(Dataset entries)
++++++
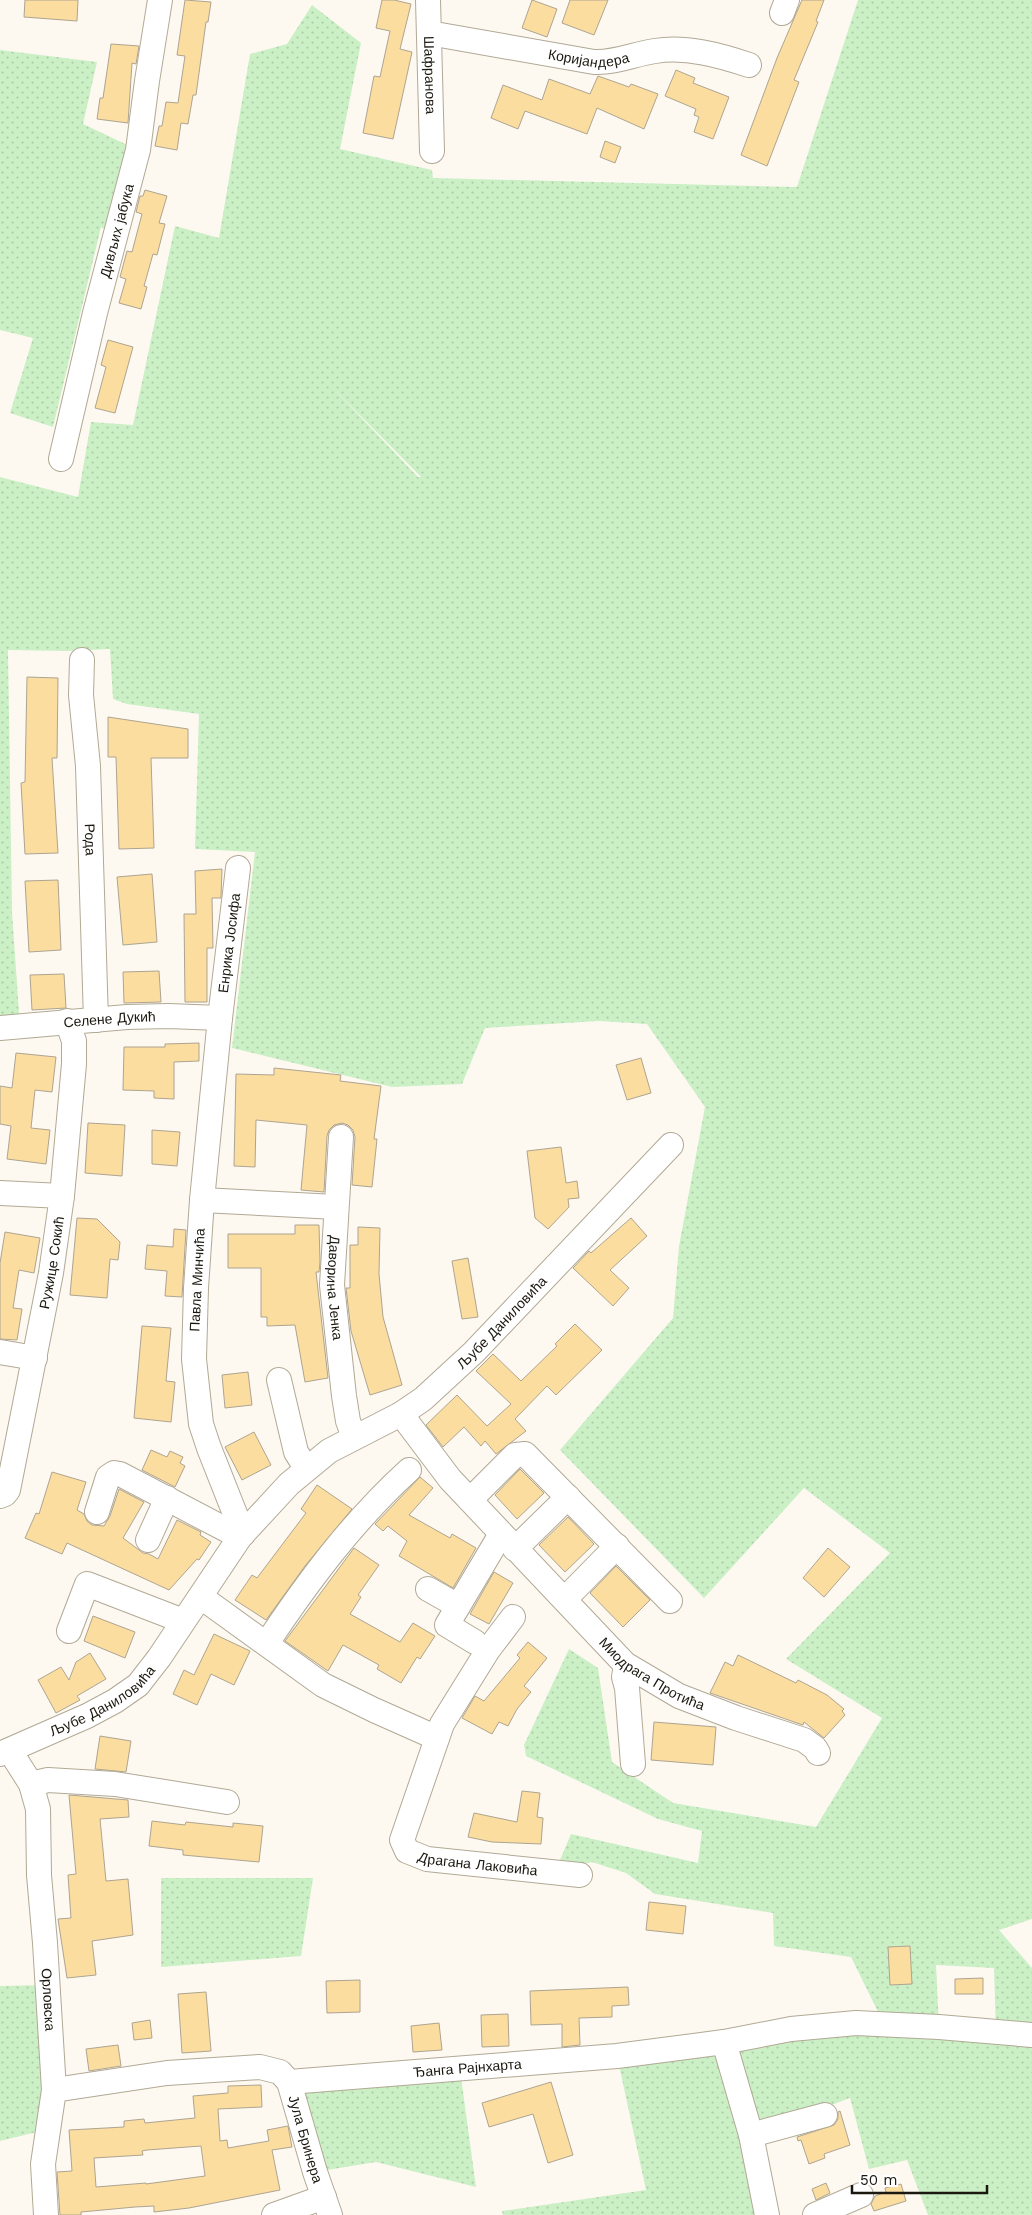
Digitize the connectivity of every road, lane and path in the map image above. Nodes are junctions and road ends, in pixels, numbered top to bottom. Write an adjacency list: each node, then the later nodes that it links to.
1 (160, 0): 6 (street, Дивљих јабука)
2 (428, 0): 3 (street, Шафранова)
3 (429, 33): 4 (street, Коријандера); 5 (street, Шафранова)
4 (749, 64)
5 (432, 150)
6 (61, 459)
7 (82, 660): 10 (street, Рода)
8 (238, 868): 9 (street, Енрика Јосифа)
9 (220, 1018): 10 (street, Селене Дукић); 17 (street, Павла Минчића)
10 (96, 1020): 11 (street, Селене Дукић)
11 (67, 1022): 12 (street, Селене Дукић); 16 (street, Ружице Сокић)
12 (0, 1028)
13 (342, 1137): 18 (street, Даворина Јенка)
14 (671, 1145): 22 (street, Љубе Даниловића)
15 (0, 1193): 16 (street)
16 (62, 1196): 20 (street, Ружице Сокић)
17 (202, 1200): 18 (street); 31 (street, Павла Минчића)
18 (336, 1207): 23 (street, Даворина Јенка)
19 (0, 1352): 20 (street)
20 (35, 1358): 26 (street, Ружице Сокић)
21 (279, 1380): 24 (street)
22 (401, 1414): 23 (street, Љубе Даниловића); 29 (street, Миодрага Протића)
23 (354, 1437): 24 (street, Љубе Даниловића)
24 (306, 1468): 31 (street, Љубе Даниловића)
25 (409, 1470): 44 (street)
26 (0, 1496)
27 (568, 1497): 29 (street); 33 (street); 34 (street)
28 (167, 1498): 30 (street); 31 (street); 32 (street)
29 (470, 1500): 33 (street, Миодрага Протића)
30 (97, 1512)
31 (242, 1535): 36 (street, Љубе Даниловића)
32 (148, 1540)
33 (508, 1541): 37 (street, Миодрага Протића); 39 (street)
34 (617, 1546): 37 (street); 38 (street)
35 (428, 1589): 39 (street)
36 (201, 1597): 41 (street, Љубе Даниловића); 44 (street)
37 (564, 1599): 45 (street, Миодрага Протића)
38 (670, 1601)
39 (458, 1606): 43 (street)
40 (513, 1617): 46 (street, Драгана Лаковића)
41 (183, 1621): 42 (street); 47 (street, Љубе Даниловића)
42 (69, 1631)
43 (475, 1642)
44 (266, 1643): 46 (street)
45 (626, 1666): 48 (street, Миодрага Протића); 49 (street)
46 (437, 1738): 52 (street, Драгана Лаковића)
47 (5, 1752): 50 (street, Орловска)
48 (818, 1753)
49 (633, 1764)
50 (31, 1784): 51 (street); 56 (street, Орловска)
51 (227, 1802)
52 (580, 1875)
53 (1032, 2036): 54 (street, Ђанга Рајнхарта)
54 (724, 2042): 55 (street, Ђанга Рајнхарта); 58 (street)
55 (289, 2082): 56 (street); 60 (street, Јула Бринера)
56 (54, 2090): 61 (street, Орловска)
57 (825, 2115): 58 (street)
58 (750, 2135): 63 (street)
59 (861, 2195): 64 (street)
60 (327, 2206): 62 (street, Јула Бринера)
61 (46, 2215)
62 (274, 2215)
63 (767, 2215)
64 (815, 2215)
++++++
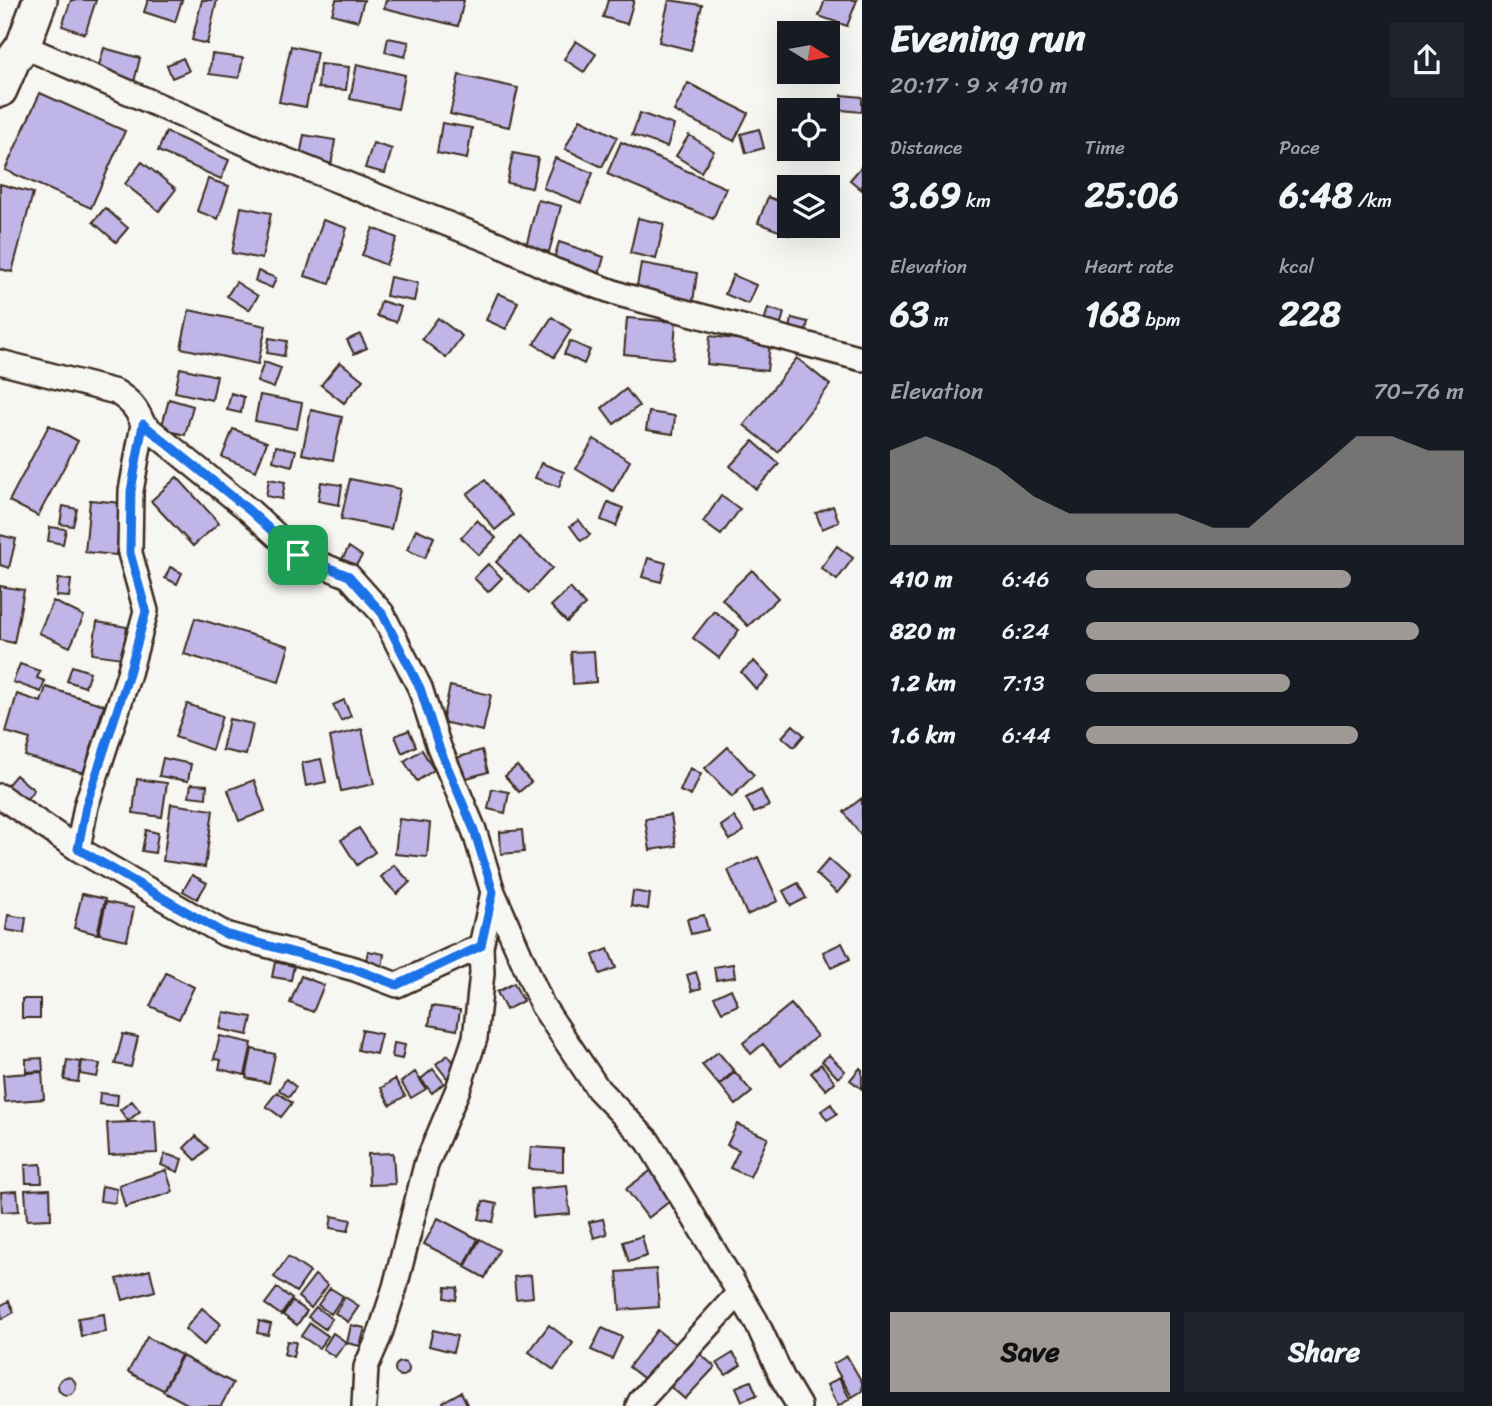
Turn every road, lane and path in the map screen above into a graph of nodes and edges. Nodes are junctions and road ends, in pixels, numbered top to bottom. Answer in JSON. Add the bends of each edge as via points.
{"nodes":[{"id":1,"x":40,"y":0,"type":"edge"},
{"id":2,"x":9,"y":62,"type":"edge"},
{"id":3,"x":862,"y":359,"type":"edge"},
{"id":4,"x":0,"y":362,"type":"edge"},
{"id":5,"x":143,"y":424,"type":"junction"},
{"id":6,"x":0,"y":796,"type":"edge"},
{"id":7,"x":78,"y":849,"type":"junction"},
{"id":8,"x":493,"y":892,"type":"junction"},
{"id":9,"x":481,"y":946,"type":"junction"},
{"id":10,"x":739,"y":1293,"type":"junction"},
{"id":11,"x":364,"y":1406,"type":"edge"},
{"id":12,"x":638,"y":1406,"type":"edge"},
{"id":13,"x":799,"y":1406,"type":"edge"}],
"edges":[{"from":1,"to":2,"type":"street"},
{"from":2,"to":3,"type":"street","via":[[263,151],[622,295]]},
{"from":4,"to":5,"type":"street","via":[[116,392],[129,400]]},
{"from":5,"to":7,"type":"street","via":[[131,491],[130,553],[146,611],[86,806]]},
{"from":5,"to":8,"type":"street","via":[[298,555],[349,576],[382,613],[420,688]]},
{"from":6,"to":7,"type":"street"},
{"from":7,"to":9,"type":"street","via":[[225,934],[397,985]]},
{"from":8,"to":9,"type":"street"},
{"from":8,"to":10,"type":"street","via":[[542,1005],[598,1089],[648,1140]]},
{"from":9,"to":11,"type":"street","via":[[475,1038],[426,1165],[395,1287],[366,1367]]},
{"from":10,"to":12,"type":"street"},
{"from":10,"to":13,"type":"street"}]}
++++++
> [What this task involves]: Search the data above for the word "Селене" and show every line that has it.

> [Result for this task]:
9 (220, 1018): 10 (street, Селене Дукић); 17 (street, Павла Минчића)
10 (96, 1020): 11 (street, Селене Дукић)
11 (67, 1022): 12 (street, Селене Дукић); 16 (street, Ружице Сокић)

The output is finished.